Marco Uchôa: Dias de luta
Revista Fantástico - número 4

POR MÁRCIA DAL PRETE

FOTOSMarco, desculpe, mas não estou pronta. Já repassei minhas anotações, fiz os últimos telefonemas, revi suas reportagens, mas ainda não peguei o tom. Preciso de um cigarro. Ainda não me livrei desse vício, como você. Vou colocar sua foto ao lado do laptop, tocar os presentes que você me deu. Tomar um gole de conhaque.

Sim, eu sei, você não bebia e não iria gostar de me ver tomando algo tão forte. Mas, juro, é dos bons. Francês. Preciso alimentar a ansiedade que me consome, mas, ao mesmo tempo, me impulsiona. Você entende bem o que é isso. Por trás de sua serenidade habitava um vulcão.

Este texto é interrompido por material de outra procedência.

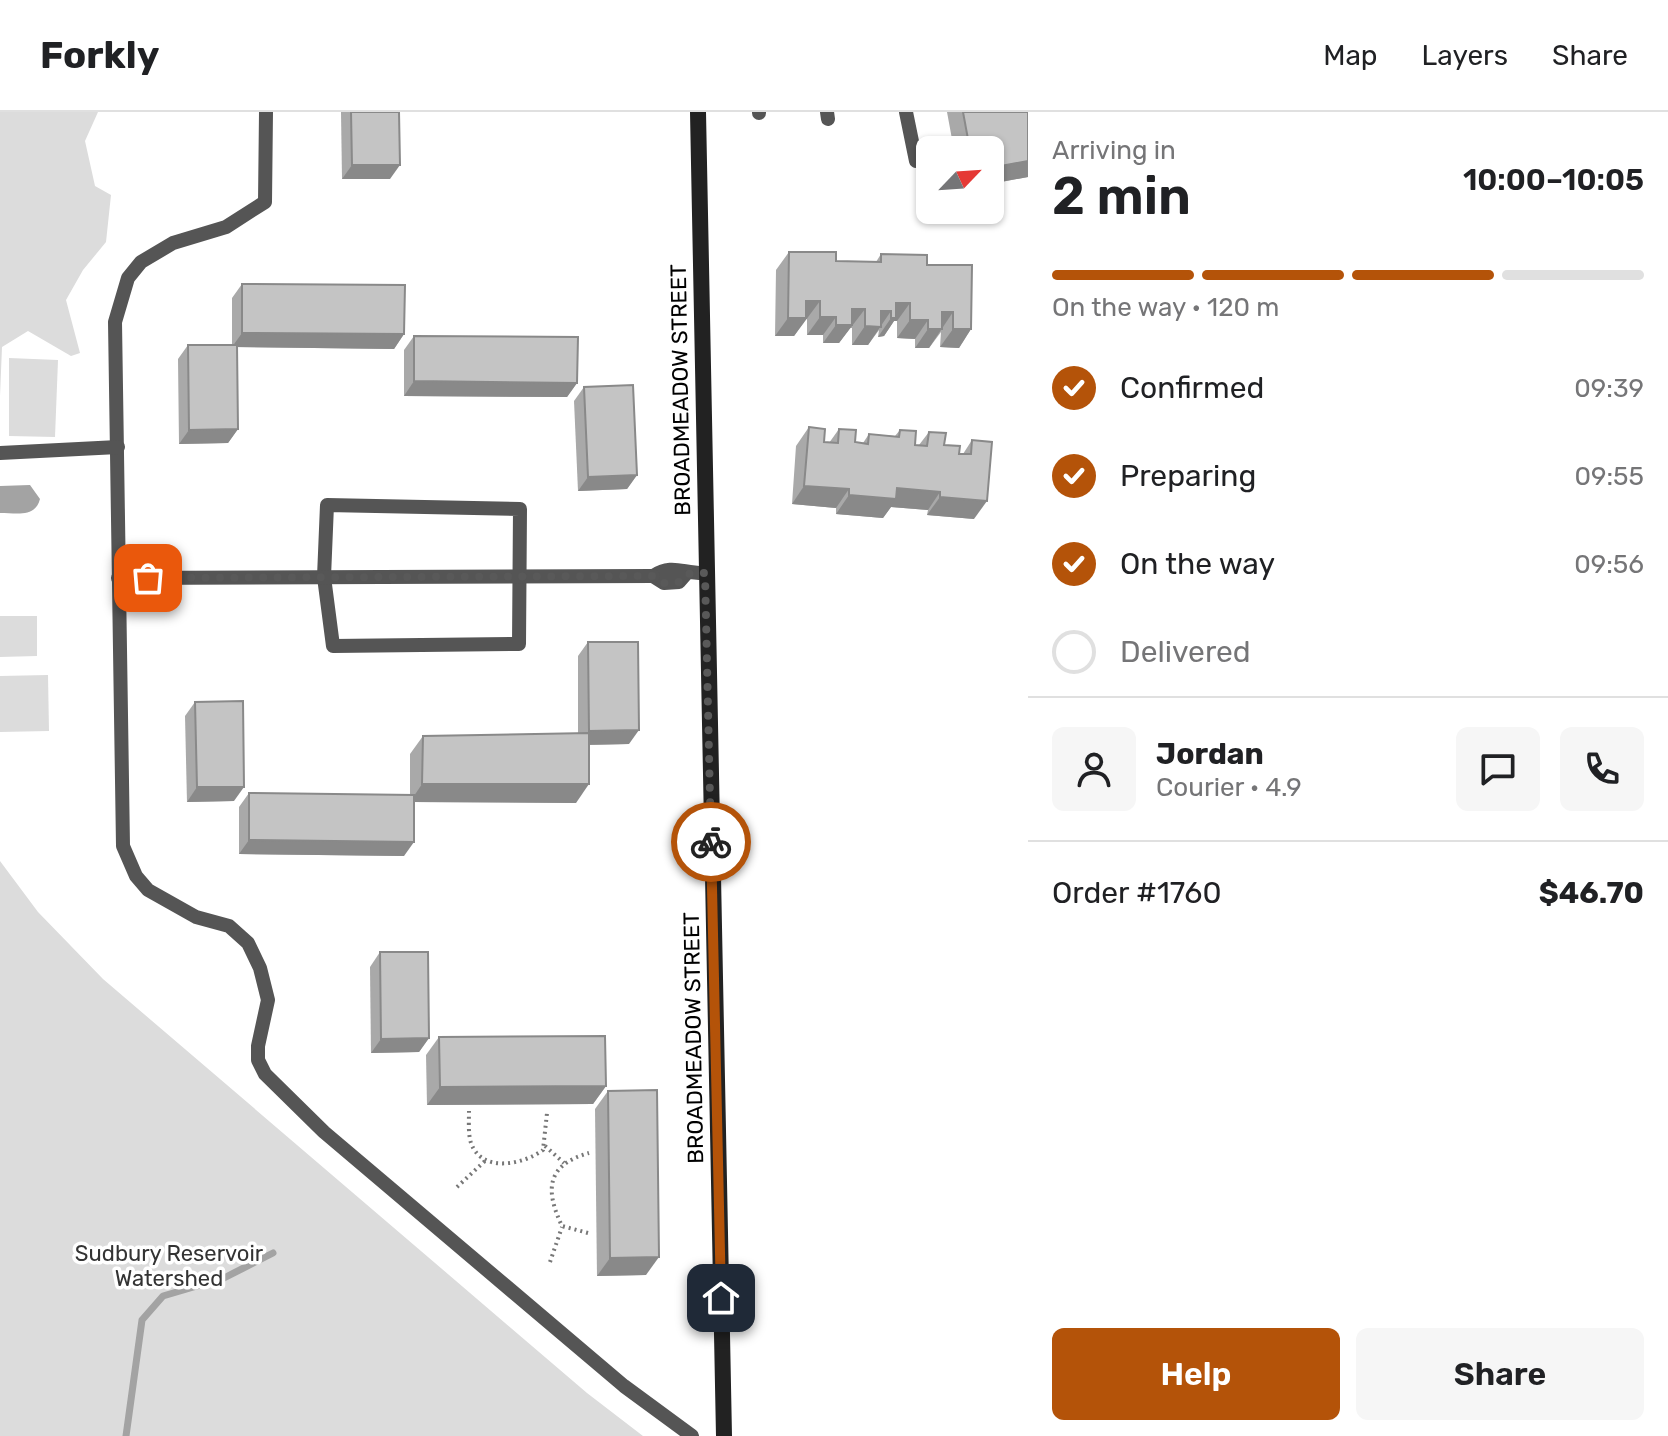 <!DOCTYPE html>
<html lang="en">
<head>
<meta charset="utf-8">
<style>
  :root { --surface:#fff; --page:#f6f6f6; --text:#202124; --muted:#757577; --line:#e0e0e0; --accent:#b45309 }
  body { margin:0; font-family:Rubik,sans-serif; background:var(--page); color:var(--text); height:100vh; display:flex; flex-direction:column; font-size:30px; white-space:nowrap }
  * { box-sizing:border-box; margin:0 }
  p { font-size:26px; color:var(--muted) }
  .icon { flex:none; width:44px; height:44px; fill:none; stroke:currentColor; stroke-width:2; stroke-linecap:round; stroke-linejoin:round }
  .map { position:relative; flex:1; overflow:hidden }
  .details { display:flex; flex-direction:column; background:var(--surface); width:640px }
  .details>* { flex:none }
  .needle { width:52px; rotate:65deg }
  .buttons { position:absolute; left:916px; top:24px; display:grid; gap:16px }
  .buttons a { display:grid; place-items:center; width:88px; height:88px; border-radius:12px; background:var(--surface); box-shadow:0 2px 6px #0004; font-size:40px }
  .pin { position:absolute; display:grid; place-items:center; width:68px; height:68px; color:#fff; margin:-34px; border-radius:16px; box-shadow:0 4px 12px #0006 }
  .courier { position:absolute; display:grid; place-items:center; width:80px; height:80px; margin:-40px; border:6px solid #b45309; border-radius:50%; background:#fff; color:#222; box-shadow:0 2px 10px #0007 }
  .summary em { font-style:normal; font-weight:600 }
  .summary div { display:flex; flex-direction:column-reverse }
  .summary { display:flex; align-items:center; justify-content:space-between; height:136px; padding:0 24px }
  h1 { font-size:52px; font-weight:600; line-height:60px }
  .bar { display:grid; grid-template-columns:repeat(4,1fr); gap:12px 8px; align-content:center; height:96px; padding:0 24px }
  .bar i { height:10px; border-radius:6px; background:var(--line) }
  .bar .current { background:var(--accent) }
  .bar p { grid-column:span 4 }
  .line { display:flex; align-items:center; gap:20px; padding:0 24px; border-top:2px solid var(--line) }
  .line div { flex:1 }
  .round { display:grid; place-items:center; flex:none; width:84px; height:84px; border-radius:12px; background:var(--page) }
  ol { padding:0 24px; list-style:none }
  li { display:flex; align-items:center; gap:24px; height:88px }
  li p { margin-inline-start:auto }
  li .icon { padding:8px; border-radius:50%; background:var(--accent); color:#fff; stroke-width:4 }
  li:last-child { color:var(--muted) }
  li i { width:44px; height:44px; border:4px solid var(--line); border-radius:50% }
  .primary-button { display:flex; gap:16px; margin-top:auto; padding:16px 24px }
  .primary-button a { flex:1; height:92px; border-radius:12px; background:var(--accent); color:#fff; font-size:32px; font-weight:600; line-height:92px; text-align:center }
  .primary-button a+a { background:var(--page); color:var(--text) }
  header { display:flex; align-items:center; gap:48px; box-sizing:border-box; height:112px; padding:0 40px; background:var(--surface); border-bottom:2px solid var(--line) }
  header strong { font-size:38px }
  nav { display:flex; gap:44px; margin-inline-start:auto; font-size:28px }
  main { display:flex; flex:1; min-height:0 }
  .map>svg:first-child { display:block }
</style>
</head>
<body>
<header>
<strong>Forkly</strong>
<nav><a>Map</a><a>Layers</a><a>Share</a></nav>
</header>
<main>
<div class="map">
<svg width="1028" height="1324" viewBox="0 0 1028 1324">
  <rect width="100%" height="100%" fill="#fff"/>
  <g fill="#dcdcdc">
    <polygon points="0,0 98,0 85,29 95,74 111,83 106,130 83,158 66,188 80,241 71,244 28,219 2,235 0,284"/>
    <polygon points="9,246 58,248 55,325 9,324"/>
    <polygon points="0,504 37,504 37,544 0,545"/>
    <polygon points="48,563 49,619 0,620 0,564"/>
    <polygon points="0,749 38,800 103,867 587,1281 643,1324 0,1324"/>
  </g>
  <path fill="#a3a3a3" d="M30,373L40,387C35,406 17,401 0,401V374Z"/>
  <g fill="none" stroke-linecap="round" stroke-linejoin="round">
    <polyline stroke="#a3a3a3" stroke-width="7" points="126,1324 142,1208 163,1184 224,1166 273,1141"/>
    <g stroke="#777" stroke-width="4" stroke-dasharray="2 4" stroke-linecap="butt">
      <path d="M469,999C469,1009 468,1022 471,1031C482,1062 524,1052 543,1038L547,1001"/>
      <polyline points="545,1034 564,1051"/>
      <polyline points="457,1075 486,1048"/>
      <path d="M588,1121L562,1114C545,1078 546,1053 589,1041"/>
      <polyline points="550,1150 562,1115"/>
    </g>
    <g stroke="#555" stroke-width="14">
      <polyline points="266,0 265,90 226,115 173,131 141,150 128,166 115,210 123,734 136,764 148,778 196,805 229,814 248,831 260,856 268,888 258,934 258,948 265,962 324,1020 624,1274 692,1324"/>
      <polyline points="759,0 759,1"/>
      <polyline points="827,0 828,7"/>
      <polyline points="906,0 916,49"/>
      <polyline points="0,341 118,335"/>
      <polygon points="327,393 520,397 519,532 333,534 324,465"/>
      <path d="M686,462L679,470L664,471L653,464C673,451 683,462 705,461"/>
      <polyline points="118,466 653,464"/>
    </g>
    <polyline stroke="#222" stroke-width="16" points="698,0 724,1324"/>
  </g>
  <g fill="#a9a9a9">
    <polygon points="341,0 399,0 390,67 342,67"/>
    <polygon points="947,0 1028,0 1028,65 990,72 990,38 954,38"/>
    <polygon points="789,140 836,149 876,150 881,142 927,153 971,217 959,236 940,235 941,220 929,236 915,236 915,227 897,226 897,209 894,209 884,224 878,225 879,218 868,233 852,233 852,216 850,216 839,231 823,231 823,223 807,223 807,207 806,207 794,224 775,224 776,158"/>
    <polygon points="242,172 404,222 394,237 237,235 238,317 228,331 179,332 178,247 188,233 232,233 232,186"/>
    <polygon points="414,224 577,271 567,285 404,284 404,238"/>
    <polygon points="584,275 637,363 627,377 578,379 574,289"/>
    <polygon points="809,315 824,330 829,331 839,317 855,330 863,331 869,322 895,324 900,318 915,333 919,333 929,320 944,333 959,342 963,342 972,328 974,407 927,403 928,398 891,395 883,406 836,402 836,396 792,392 796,334"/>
    <polygon points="588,530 629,632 589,633 576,691 414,690 404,744 239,742 239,695 249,681 410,683 410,642 423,624 578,621 578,544"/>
    <polygon points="195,590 234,689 187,690 185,604"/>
    <polygon points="380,840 429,926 419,940 371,941 370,855"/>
    <polygon points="439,925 606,974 593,992 427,993 426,943"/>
    <polygon points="608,979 646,1163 597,1164 595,997"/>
  </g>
  <g fill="#898989">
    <polygon points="1028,49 1028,65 990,72 990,56"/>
    <polygon points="352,53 400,53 390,67 342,67"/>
    <polygon points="806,189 820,189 794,224 775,224 788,206"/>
    <polygon points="896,191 910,191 897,209 894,209 884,224 878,225 891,206 891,199 868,233 852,233 865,214 881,199"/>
    <polygon points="852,197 865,197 839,231 823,231 836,213"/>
    <polygon points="942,200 953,200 929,236 915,236 928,217"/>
    <polygon points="820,205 836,205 823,223 807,223"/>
    <polygon points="910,208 928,208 915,227 897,226"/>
    <polygon points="953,217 971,217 959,236 940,235"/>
    <polygon points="242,221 404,222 394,237 232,235"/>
    <polygon points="414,269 577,271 567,285 404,284"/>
    <polygon points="238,317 228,331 179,332 189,318"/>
    <polygon points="637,363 627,377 578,379 588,365"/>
    <polygon points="804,374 849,377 836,396 792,392"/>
    <polygon points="897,376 940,380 928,398 891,395 883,406 836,402 849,383"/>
    <polygon points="940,385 987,389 974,407 927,403"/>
    <polygon points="639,618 629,632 579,633 589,619"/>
    <polygon points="422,672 589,672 576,691 410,690"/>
    <polygon points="197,675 244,675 234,689 187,690"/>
    <polygon points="249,728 414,730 404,744 239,742"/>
    <polygon points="429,926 419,940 371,941 381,927"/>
    <polygon points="606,974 593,992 427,993 440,975"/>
    <polygon points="659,1145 646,1163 597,1164 610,1146"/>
  </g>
  <g fill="#c4c4c4" stroke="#898989" stroke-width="2">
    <polygon points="351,0 399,0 400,53 352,53"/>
    <polygon points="963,0 1028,0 1028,49 990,56 990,38 970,38"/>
    <polygon points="789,140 836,140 836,149 881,150 881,142 927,143 927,153 972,153 971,217 953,217 953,200 942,200 942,217 928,217 928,208 910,208 910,191 896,191 896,206 891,206 891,199 881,199 881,215 865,214 865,197 852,197 852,213 836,213 836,205 820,205 820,189 806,189 806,206 788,206"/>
    <polygon points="242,172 405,173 404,222 242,221"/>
    <polygon points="414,224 578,225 577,271 414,269"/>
    <polygon points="188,233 237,233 238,317 189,318"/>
    <polygon points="633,273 637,363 588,365 584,275"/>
    <polygon points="809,315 825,317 824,330 838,331 839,317 856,318 855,330 868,332 869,322 899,325 900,318 916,319 915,333 927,334 929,320 946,321 944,333 960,334 959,342 971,342 972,328 992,330 987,389 940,385 940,380 897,376 896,387 849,383 849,377 804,374"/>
    <polygon points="588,530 638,530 639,618 589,619"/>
    <polygon points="243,589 244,675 197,675 195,590"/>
    <polygon points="589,621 589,672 422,672 423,624"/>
    <polygon points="249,681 414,683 414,730 249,728"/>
    <polygon points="380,840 428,840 429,926 381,927"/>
    <polygon points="605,924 606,974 440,975 439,925"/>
    <polygon points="657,978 659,1145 610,1146 608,979"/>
  </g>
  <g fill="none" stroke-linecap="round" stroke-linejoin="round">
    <polyline stroke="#595959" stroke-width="8" stroke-dasharray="0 14.4" points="148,466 653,464 664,471 679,470 686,462 705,461 711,730"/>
    <polyline stroke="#b45309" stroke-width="10" points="711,730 721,1186"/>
  </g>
  <g text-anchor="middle" stroke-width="7" stroke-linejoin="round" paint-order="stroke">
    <g font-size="22" fill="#000" stroke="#fff">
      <text transform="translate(680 278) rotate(-91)" y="8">BROADMEADOW STREET</text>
      <text transform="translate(693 926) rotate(-91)" y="8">BROADMEADOW STREET</text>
    </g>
    <g font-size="22" fill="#333" stroke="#fff">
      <text x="169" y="1149">Sudbury Reservoir<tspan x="169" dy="25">Watershed</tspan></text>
    </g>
  </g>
</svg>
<div class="buttons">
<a><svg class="needle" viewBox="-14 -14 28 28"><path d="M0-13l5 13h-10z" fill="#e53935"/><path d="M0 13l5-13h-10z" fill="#757577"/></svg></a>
</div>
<div class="pin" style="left:148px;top:466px;background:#ea580c"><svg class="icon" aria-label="bag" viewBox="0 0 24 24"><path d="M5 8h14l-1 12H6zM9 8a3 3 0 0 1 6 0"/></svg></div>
<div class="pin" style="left:721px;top:1186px;background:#1f2937"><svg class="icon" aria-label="home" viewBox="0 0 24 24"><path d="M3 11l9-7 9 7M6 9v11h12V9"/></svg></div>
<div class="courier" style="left:711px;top:730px"><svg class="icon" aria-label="bike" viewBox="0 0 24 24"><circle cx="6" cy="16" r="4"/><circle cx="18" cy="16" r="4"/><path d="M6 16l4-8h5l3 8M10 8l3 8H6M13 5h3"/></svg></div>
</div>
<section class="details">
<div class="summary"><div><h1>2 min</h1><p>Arriving in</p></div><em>10:00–10:05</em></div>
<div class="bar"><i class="current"></i><i class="current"></i><i class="current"></i><i></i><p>On the way · 120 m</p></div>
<ol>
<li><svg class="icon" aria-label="check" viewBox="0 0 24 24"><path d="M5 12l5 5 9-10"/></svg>Confirmed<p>09:39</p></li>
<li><svg class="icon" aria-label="check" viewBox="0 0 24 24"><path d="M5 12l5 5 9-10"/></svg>Preparing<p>09:55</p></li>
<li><svg class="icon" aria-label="check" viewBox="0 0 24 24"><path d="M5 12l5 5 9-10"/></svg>On the way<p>09:56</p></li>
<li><i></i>Delivered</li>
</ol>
<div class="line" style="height:144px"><a class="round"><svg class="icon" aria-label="person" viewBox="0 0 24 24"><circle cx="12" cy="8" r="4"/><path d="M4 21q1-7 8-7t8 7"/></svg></a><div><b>Jordan</b><p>Courier · 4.9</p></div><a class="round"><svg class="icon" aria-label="chat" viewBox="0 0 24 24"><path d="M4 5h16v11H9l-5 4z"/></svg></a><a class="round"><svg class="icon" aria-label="phone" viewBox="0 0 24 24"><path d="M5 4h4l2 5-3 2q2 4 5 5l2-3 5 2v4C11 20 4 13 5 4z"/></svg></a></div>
<div class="line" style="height:104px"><div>Order #1760</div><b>$46.70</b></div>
<div class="primary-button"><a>Help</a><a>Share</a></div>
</section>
</main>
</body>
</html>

Fecho os olhos. Estou em Crateús, sertão do Ceará. É dia 14 de março de 1969 e você estava nascendo. Filho de dona Sebastiana e seu Aderson, irmão de Júnior. Sinto o cheiro da fogueira de São João. Vejo você, criança, de short branco, camisa puída, pé no chão, correndo na rua de terra batida.

Fecho os olhos. Vejo dona Sebastiana se despedindo para tentar a vida em São Paulo. Vocês, pequenos, grudados na barra da tia. Fecho os olhos e lá estão os dois irmãos, viajando para São Paulo, ao encontro de dona Sebastiana: você com 4, Júnior com 5 anos. Aqui começaria sua jornada.

MENINO PRODÍGIO
Normalmente, depoimentos sobre pessoas públicas que morreram só trazem elogios. A morte nos faz esquecer os pecados do outro. No caso do jornalista Marco Uchôa, se ele tinha uma imperfeição, era justamente a obsessão pela perfeição. Se tinha um desequilíbrio, era não dosar na medida trabalho e vida.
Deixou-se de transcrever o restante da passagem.